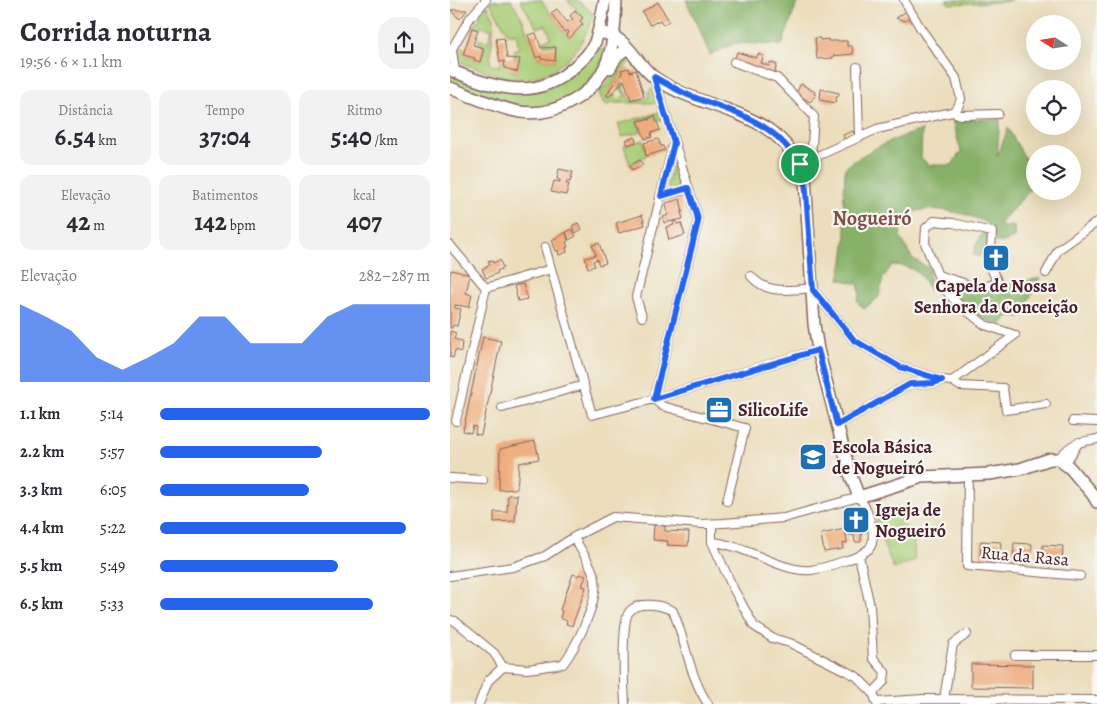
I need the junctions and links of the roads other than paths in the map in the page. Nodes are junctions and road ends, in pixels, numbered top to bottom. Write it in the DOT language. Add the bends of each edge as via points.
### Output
graph roads {
  1 [pos="486,0"];
  2 [pos="605,0"];
  3 [pos="616,0"];
  4 [pos="905,1"];
  5 [pos="596,37"];
  6 [pos="613,42"];
  7 [pos="451,51"];
  8 [pos="628,52"];
  9 [pos="734,62"];
  10 [pos="857,67"];
  11 [pos="453,71"];
  12 [pos="603,74"];
  13 [pos="654,77"];
  14 [pos="450,88"];
  15 [pos="952,112"];
  16 [pos="998,114"];
  17 [pos="859,136"];
  18 [pos="674,143"];
  19 [pos="811,158"];
  20 [pos="800,164"];
  21 [pos="688,188"];
  22 [pos="661,196"];
  23 [pos="1097,222"];
  24 [pos="450,245"];
  25 [pos="545,247"];
  26 [pos="551,268"];
  27 [pos="1046,273"];
  28 [pos="938,275"];
  29 [pos="751,276"];
  30 [pos="486,288"];
  31 [pos="813,289"];
  32 [pos="642,317"];
  33 [pos="818,350"];
  34 [pos="942,380"];
  35 [pos="952,381"];
  36 [pos="584,385"];
  37 [pos="654,399"];
  38 [pos="1046,404"];
  39 [pos="502,408"];
  40 [pos="456,421"];
  41 [pos="1073,421"];
  42 [pos="1097,422"];
  43 [pos="837,425"];
  44 [pos="1097,438"];
  45 [pos="1062,461"];
  46 [pos="968,475"];
  47 [pos="450,478"];
  48 [pos="483,480"];
  49 [pos="859,496"];
  50 [pos="727,501"];
  51 [pos="1097,502"];
  52 [pos="712,524"];
  53 [pos="574,537"];
  54 [pos="712,542"];
  55 [pos="859,556"];
  56 [pos="450,576"];
  57 [pos="1080,576"];
  58 [pos="450,620"];
  59 [pos="967,634"];
  60 [pos="1015,655"];
  61 [pos="1097,655"];
  62 [pos="503,667"];
  63 [pos="873,693"];
  64 [pos="944,699"];
  65 [pos="1097,700"];
  66 [pos="923,702"];
  67 [pos="877,703"];
  68 [pos="479,704"];
  69 [pos="625,704"];
  70 [pos="708,704"];
  1 -- 7 [label="street" via="459,34"];
  2 -- 5 [label="street"];
  3 -- 6 [label="street"];
  4 -- 15 [label="street" via="956,78 961,99"];
  5 -- 6 [label="street" via="607,34"];
  5 -- 11 [label="street" via="583,60 564,77 535,88 501,88"];
  6 -- 8 [label="street" via="625,43"];
  6 -- 12 [label="street"];
  7 -- 11 [label="street"];
  8 -- 12 [label="street" via="616,58"];
  8 -- 13 [label="street"];
  9 -- 19 [label="street" via="777,78 814,116"];
  10 -- 17 [label="street"];
  12 -- 14 [label="street" via="581,98 543,112 516,111"];
  13 -- 18 [label="street"];
  13 -- 20 [label="street" via="686,94 767,127 790,149"];
  15 -- 16 [label="street" via="961,115"];
  15 -- 17 [label="street"];
  17 -- 19 [label="street"];
  18 -- 21 [label="street"];
  18 -- 22 [label="street"];
  19 -- 20 [label="street"];
  20 -- 31 [label="street" via="805,178"];
  21 -- 22 [label="street"];
  21 -- 37 [label="street" via="698,222"];
  22 -- 32 [label="street" via="636,297"];
  23 -- 27 [label="street" via="1058,250"];
  24 -- 30 [label="street"];
  25 -- 26 [label="street"];
  26 -- 30 [label="street"];
  26 -- 36 [label="street"];
  28 -- 28 [label="street" via="925,243 926,228 934,222 953,223 992,232 990,266 998,283 979,288"];
  28 -- 35 [label="street" via="942,286 957,303 985,325 1015,335"];
  29 -- 31 [label="street" via="759,284 777,290"];
  30 -- 40 [label="street"];
  31 -- 33 [label="street"];
  31 -- 34 [label="street" via="854,340 900,367"];
  33 -- 37 [label="street"];
  33 -- 43 [label="street"];
  34 -- 35 [label="street"];
  34 -- 43 [label="street" via="910,384"];
  35 -- 38 [label="street" via="960,386 1003,388 1006,410"];
  36 -- 37 [label="street" via="592,414"];
  36 -- 39 [label="street"];
  37 -- 50 [label="street" via="662,406 745,428"];
  41 -- 42 [label="street"];
  43 -- 49 [label="street"];
  44 -- 45 [label="street" via="1069,446"];
  45 -- 46 [label="street" via="1050,459 1020,469"];
  45 -- 51 [label="street"];
  46 -- 49 [label="street" via="922,478"];
  46 -- 57 [label="street, Rua da Rasa" via="967,566"];
  47 -- 48 [label="street"];
  49 -- 52 [label="street" via="784,518"];
  49 -- 55 [label="street" via="867,508 872,540 869,549"];
  52 -- 53 [label="street" via="613,518"];
  52 -- 54 [label="street"];
  53 -- 56 [label="street" via="545,556 513,566"];
  53 -- 62 [label="street" via="595,580 587,618 571,653 563,664 527,669"];
  54 -- 55 [label="street" via="731,545 797,570 810,570"];
  54 -- 63 [label="street" via="732,588 754,626 772,638 790,643 856,676"];
  55 -- 63 [label="street" via="870,606 873,658 885,672 884,681"];
  58 -- 62 [label="street" via="494,653"];
  59 -- 64 [label="street" via="953,644"];
  60 -- 61 [label="street"];
  62 -- 68 [label="street" via="488,681"];
  63 -- 67 [label="street"];
  64 -- 65 [label="street"];
  64 -- 66 [label="street"];
  66 -- 67 [label="street"];
  69 -- 70 [label="street" via="625,622 629,612 640,606 664,606 673,611 694,675"];
}
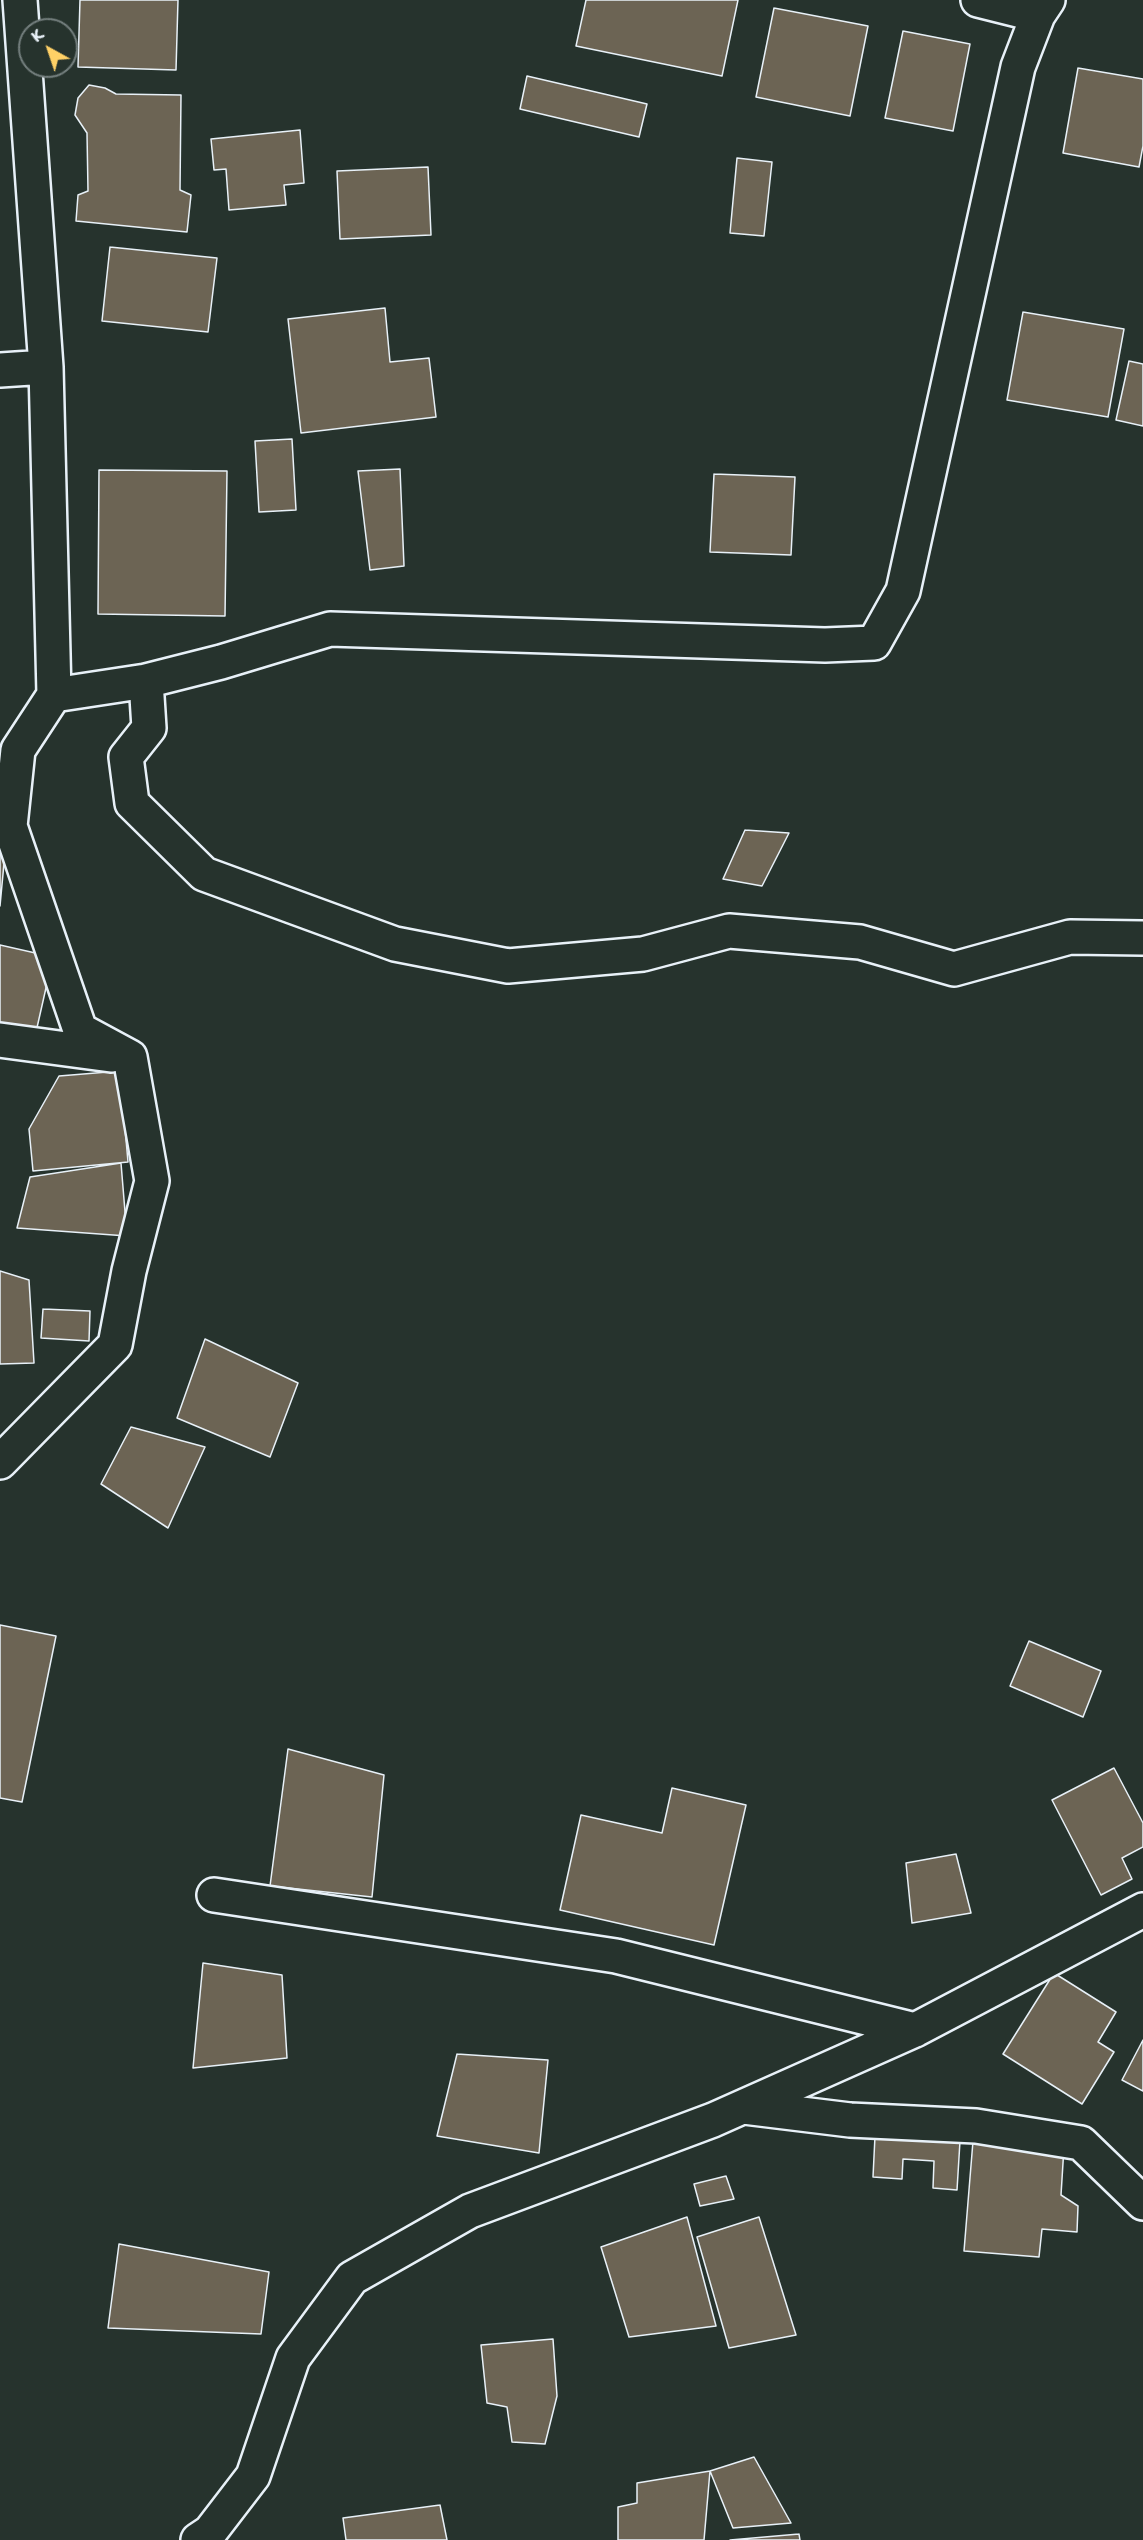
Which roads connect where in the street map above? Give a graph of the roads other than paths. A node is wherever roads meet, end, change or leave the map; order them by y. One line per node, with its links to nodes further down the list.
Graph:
1 (21, 0): 4 (street)
2 (978, 0): 3 (street)
3 (1043, 8): 6 (street)
4 (46, 367): 5 (street); 7 (street)
5 (0, 370)
6 (146, 681): 7 (street); 8 (street)
7 (54, 695): 10 (street)
8 (1143, 938)
9 (0, 1040): 10 (street)
10 (130, 1057): 11 (street)
11 (0, 1462)
12 (214, 1894): 14 (street)
13 (1143, 1910): 14 (street)
14 (915, 2030): 15 (street)
15 (742, 2107): 16 (street); 17 (street)
16 (1143, 2203)
17 (209, 2537)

----------------------------------------

* [WHAT THIS TASK INVOLVES]:
Which lines in the records above contain the string "than"? Copy them.

* [RESPONSE AREA]:
I need the junctions and links of the roads other than paths in the map in the page. Nodes are junctions and road ends, in pixels, numbered top to bottom. Write it in the DOT language. Add the bends of each edge as via points.
Which roads connect where in the street map above? Give a graph of the roads other than paths. A node is wherever roads meet, end, change or leave the map; order them by y. One line per node, with its links to nodes further down the list.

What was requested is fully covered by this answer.